Transitions is published bi-monthly for members of the APhA New Practitioner Network. The online newsletter contains information focused on life inside and outside pharmacy practice, providing guidance on various areas of professional, personal, and practice development. Each issue includes in-depth articles on such topics as personal financial management, innovative practice sites, career profiles, career development tools, residency and postgraduate programs, and more.

From performing to pharmacy: My journey in color guard
Michelle Cathers

From performing to pharmacy: My journey in color guard

Kathryn Bohannan is a third-year PharmD candidate at the University of Missouri–Kansas City School of Pharmacy.

When it comes to color guard, I have more words, stories, and love than can be written, but I will do my best to share some with you.

Color guards consist of marching band members who dance and spin flags, rifles, and sabers. They are the visual aspect of the music and story that is presented by the marching band. I was introduced to color guard when I auditioned for my high school team in eighth grade. Immediately I fell in love and gradually became obsessed with improving my skills over my 4 seasons of fall marching band and winter guard.

Competing on a national level

In my senior year of high school, I attended nationwide auditions for two world-class corps in Drum Corps International (DCI). DCI is a national, competitive drum corps league similar to leagues for professional sports. Each corps holds open auditions across the United States that auditionees attend based on location and preference. Each drum corps consists of brass players, percussionists, and a color guard. For 2 months each summer, the corps tour the United States performing a 12-minute program that is judged and ranked against the other corps in attendance. The culmination of the tour is the DCI World Championships, when after 3 days of competition the title of World Champion is awarded to the corps with the highest overall score.

I was lucky enough to spend 4 years competing in DCI. For 3 years, I performed with the Phantom Regiment, and my final year I performed with the Santa Clara Vanguard. Those summers were simultaneously the best and most challenging of my life. Each day was brand new, and I faced each of them with friends by my side.

Life lessons learned through color guard

After working on a show for months and improving my skills alongside people I love, the resulting feeling of bringing a crowd to their feet is something I will never forget. It is a constant reminder of why enduring the exhausting audition process, grueling heat, overnight bus rides, and muscles too sore to relieve were all worth it. Drum corps made me reconsider what I thought a good work ethic was and showed me I am capable of more than I ever imagined.

It is wild to think about how I used to spend hours spinning in my front yard until my hands would tear, and how frustrating it would be when I got stuck on a new move or kept getting hit by my equipment. But without each of these sessions, I would not have performed with the Phantom Regiment, and I would have never known the surreal awe of standing at awards as a member of the Santa Clara Vanguard, holding hands with a great friend, listening to the announcer name us the 2018 DCI World Champions.

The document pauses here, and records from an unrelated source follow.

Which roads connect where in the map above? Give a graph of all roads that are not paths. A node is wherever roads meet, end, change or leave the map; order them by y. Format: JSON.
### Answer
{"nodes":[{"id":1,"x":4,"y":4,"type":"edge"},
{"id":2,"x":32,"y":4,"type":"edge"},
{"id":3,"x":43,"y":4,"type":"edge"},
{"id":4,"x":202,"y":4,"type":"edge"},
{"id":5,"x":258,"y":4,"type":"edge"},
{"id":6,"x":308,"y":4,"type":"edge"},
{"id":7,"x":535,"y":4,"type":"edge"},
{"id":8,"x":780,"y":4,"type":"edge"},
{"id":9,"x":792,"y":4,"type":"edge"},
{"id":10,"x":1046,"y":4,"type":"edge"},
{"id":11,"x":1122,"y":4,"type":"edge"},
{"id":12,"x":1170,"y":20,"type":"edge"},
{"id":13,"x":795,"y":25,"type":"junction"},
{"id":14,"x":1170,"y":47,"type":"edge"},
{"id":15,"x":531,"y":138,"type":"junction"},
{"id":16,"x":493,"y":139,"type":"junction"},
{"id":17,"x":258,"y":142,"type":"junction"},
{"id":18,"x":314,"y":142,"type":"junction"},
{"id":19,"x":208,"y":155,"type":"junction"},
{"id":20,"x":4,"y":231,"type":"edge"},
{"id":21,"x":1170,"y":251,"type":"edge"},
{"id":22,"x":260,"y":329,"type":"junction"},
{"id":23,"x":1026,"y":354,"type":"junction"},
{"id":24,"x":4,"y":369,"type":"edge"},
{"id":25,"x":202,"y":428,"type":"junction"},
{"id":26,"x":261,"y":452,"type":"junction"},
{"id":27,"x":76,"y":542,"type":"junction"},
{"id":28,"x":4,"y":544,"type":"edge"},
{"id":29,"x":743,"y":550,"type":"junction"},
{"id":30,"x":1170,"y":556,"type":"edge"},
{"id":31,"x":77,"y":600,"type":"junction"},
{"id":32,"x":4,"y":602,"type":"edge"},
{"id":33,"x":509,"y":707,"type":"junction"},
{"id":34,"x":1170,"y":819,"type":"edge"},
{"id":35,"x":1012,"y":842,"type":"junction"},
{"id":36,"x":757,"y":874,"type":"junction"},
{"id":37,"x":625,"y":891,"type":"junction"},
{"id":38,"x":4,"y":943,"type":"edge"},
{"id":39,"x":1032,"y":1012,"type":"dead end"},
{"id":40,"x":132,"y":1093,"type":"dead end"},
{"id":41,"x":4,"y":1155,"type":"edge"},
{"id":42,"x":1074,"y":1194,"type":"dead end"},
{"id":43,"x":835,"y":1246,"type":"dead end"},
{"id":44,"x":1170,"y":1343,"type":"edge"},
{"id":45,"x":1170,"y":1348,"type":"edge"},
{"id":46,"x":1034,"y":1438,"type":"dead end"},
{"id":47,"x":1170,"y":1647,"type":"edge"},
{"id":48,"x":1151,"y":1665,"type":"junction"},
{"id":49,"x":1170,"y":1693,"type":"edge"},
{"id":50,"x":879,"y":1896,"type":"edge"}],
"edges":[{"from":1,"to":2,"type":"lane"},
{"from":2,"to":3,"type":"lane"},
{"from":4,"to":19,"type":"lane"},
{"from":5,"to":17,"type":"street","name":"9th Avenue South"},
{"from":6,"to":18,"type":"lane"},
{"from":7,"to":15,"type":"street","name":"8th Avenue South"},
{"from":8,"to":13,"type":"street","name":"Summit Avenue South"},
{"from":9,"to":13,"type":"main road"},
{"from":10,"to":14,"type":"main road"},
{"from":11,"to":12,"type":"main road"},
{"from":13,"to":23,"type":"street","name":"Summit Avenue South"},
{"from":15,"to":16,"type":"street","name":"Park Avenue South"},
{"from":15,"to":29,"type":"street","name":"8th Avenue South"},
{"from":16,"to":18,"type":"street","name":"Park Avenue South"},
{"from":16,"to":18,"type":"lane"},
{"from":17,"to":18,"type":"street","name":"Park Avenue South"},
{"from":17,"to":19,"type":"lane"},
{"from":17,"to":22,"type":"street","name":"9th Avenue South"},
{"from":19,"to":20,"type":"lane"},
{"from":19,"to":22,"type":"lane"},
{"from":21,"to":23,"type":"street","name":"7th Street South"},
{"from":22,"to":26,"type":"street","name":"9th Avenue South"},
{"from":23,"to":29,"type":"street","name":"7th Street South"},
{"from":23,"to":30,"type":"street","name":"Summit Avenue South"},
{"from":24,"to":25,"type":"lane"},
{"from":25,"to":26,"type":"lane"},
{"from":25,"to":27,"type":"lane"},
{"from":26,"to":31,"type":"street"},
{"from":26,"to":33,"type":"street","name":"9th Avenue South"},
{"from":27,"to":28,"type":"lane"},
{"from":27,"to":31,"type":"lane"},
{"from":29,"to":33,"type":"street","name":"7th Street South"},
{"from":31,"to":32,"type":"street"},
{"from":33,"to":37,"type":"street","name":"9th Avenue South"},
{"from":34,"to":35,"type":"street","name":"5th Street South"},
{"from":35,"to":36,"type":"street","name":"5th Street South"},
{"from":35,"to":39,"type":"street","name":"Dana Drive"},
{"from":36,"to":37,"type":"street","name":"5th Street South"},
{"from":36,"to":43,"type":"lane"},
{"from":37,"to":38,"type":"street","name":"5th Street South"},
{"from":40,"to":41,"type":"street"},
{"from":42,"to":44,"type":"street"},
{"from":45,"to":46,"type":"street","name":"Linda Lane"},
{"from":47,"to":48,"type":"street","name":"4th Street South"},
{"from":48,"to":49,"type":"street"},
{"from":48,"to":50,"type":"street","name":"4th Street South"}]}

Now, as a student pharmacist, I recognize how vital the optimism, grit, teamwork, and perspective that drum corps gave me are. I have the confidence to try things that scare me, patience to fail and learn from those failures, and dedication to slowly grow into a successful pharmacist. While not everything I am is from drum corps, I use the many lessons it taught me every day.

Much like drum corps, pharmacy is a small world full of friends and coworkers going through some of the best and worst moments of their lives. My pharmacy journey has taken me through virtual learning, challenging leadership roles, new competitions, serving my community, and learning more than I ever imagined, but I am nowhere near done. I look forward to the adventures to come, and I thank you for being part of it!